DATA SECTION:
● ● ● ● ● ● ●

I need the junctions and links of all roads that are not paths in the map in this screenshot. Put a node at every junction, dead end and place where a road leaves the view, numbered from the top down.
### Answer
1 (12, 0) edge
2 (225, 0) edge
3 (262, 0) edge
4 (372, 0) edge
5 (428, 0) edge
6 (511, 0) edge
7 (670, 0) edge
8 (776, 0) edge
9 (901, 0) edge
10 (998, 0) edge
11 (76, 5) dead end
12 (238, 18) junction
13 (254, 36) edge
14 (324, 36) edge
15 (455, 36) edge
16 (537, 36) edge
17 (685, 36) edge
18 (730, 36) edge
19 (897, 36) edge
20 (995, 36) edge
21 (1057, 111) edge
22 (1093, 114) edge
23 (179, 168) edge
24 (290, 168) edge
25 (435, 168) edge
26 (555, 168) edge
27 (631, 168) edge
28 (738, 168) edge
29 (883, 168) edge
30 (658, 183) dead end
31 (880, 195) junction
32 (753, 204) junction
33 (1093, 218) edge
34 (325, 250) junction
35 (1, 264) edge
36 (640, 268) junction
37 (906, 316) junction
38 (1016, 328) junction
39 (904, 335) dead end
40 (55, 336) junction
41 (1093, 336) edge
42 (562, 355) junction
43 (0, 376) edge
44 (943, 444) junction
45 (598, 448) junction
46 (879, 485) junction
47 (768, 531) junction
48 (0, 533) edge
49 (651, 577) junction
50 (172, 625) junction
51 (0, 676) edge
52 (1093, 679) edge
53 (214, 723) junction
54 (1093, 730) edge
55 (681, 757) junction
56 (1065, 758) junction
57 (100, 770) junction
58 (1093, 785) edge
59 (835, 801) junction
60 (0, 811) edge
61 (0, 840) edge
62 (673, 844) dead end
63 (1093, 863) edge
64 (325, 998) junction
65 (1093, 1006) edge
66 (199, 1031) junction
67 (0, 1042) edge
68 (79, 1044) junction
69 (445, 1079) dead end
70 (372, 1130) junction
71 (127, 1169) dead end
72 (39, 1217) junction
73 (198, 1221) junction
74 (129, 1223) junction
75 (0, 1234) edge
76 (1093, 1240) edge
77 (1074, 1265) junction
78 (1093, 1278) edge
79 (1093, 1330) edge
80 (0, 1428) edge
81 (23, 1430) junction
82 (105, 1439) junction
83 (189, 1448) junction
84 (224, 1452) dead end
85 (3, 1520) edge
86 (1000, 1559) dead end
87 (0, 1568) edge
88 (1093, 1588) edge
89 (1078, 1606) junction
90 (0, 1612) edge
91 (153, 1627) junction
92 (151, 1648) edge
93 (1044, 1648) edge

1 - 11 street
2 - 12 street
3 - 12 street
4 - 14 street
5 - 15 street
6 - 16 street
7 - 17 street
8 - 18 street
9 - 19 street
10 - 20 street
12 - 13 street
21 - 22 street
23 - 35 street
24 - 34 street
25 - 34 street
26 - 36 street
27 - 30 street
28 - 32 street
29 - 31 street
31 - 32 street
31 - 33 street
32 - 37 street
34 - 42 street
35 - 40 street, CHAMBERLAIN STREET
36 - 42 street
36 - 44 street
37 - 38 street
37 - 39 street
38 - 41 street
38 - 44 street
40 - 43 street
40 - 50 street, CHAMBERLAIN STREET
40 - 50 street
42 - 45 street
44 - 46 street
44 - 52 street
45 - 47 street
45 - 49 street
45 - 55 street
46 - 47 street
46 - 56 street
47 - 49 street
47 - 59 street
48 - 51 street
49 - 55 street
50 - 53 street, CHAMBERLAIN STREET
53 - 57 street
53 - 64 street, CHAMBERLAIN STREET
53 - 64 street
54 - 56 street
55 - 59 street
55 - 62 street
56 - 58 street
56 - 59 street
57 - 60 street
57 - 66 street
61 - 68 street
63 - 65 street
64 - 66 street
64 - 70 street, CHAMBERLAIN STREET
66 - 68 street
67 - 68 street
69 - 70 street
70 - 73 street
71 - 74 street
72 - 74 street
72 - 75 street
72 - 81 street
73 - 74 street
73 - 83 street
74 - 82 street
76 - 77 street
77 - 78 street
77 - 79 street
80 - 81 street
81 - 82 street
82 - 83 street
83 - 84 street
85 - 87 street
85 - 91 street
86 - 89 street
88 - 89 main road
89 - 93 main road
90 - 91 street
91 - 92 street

● ● ● ● ● ● ●

INSTRUCTIONS TO FOLLOW: Copy out each line of the records above that includes "road".

SOLUTION TO THE EXERCISE:
I need the junctions and links of all roads that are not paths in the map in this screenshot. Put a node at every junction, dead end and place where a road leaves the view, numbered from the top down.
88 - 89 main road
89 - 93 main road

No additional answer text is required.